The problem> Produce a copy of every line in the records that holds the string "العاج".

[Stored items]
□ □ □ □ □

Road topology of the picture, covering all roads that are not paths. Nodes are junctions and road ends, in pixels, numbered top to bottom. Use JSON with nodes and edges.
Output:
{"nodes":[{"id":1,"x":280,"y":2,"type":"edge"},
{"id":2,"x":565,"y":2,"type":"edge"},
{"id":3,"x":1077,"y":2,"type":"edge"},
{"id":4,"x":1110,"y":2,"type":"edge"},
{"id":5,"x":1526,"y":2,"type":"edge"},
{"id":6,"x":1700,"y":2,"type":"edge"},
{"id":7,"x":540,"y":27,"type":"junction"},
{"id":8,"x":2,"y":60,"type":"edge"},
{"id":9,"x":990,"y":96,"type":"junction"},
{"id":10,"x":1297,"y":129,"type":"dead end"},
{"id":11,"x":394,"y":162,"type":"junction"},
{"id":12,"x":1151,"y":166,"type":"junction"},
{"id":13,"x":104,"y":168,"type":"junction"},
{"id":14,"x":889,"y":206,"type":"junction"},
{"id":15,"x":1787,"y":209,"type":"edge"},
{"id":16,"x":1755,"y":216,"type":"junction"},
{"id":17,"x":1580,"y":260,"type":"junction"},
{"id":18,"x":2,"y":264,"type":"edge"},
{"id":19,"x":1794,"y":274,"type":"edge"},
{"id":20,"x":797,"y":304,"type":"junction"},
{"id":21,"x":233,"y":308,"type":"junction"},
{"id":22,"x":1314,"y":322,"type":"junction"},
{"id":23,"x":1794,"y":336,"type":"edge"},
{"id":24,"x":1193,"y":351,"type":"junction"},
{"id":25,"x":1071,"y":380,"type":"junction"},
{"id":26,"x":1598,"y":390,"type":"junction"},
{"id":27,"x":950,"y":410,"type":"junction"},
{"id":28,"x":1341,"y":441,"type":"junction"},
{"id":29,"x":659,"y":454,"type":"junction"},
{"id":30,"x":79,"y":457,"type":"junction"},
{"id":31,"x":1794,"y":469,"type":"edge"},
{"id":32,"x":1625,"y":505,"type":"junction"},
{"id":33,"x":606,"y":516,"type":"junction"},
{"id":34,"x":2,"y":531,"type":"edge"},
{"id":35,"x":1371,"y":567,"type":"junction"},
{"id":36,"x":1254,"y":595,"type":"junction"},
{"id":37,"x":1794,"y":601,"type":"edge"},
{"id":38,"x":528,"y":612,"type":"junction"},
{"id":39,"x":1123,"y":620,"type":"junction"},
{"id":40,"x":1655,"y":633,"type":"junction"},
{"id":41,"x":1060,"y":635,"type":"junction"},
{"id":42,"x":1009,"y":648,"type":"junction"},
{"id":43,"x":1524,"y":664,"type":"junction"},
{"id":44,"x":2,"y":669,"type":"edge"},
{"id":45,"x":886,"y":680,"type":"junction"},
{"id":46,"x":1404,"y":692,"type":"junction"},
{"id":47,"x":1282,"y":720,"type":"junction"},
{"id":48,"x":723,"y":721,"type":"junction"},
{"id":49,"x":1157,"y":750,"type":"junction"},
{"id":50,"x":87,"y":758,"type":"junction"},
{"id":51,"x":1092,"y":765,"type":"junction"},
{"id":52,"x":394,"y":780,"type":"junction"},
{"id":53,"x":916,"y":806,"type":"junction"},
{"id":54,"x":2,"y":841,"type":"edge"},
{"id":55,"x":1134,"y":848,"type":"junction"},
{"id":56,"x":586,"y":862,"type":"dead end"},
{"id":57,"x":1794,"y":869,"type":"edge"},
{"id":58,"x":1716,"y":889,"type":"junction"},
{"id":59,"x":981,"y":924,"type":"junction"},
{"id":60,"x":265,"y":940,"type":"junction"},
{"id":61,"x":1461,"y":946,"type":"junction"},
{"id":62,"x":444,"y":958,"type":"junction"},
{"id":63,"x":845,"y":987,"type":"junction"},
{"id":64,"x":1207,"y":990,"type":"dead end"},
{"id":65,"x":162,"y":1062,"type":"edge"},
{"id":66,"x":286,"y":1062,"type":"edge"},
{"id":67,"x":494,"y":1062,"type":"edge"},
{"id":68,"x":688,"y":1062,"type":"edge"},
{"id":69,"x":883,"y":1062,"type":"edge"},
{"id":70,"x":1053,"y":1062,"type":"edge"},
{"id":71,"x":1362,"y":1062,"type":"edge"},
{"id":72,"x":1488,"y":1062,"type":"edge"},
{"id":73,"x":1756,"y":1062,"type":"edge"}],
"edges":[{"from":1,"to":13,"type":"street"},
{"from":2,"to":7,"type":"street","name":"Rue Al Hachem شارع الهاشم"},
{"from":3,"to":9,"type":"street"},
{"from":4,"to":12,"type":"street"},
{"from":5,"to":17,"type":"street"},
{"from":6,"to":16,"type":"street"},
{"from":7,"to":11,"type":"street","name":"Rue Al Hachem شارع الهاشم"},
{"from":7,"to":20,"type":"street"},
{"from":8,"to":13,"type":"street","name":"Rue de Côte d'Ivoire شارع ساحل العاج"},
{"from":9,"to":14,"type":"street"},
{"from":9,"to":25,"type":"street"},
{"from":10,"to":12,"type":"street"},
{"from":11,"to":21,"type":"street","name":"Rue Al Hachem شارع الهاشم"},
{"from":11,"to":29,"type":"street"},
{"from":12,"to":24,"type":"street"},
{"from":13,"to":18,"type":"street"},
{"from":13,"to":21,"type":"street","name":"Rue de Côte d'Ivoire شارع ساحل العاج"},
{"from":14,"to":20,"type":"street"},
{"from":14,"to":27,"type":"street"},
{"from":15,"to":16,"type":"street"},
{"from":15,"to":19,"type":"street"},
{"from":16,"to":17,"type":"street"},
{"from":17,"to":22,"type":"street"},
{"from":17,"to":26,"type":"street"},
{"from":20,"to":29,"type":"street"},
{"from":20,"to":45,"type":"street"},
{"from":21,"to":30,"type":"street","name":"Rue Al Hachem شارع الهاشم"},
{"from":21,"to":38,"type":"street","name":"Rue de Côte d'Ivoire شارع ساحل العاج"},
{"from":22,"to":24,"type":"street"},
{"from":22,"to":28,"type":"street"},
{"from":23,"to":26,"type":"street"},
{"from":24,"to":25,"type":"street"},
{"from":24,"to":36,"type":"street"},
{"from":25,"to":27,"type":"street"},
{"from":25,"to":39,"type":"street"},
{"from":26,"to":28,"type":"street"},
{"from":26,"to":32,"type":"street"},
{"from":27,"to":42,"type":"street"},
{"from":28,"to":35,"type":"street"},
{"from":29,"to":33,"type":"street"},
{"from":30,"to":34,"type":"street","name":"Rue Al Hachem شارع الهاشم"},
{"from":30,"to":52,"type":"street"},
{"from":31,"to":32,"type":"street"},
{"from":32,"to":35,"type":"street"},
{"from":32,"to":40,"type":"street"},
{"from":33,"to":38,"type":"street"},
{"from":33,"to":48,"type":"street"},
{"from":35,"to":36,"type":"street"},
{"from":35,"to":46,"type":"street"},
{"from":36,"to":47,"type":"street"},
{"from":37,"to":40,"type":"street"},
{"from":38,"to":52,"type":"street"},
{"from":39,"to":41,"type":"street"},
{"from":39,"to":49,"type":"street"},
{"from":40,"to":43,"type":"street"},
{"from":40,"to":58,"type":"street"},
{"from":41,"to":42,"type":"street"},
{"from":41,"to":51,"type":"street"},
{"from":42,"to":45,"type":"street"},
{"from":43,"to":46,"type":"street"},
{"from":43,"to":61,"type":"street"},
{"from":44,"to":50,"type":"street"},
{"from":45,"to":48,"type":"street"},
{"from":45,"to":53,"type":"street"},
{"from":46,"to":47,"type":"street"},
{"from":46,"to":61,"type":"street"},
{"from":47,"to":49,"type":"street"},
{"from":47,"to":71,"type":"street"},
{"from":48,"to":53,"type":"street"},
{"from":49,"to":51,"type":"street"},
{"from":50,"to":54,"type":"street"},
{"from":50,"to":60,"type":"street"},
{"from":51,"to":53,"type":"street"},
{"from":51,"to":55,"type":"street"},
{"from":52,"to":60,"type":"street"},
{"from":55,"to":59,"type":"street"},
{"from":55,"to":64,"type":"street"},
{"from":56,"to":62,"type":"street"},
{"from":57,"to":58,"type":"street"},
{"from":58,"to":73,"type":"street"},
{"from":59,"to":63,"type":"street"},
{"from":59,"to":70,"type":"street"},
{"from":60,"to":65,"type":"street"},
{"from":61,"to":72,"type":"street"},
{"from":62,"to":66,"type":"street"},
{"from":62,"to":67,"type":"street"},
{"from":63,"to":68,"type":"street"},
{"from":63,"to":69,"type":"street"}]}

□ □ □ □ □

Output for this exercise>
{"from":8,"to":13,"type":"street","name":"Rue de Côte d'Ivoire شارع ساحل العاج"},
{"from":13,"to":21,"type":"street","name":"Rue de Côte d'Ivoire شارع ساحل العاج"},
{"from":21,"to":38,"type":"street","name":"Rue de Côte d'Ivoire شارع ساحل العاج"},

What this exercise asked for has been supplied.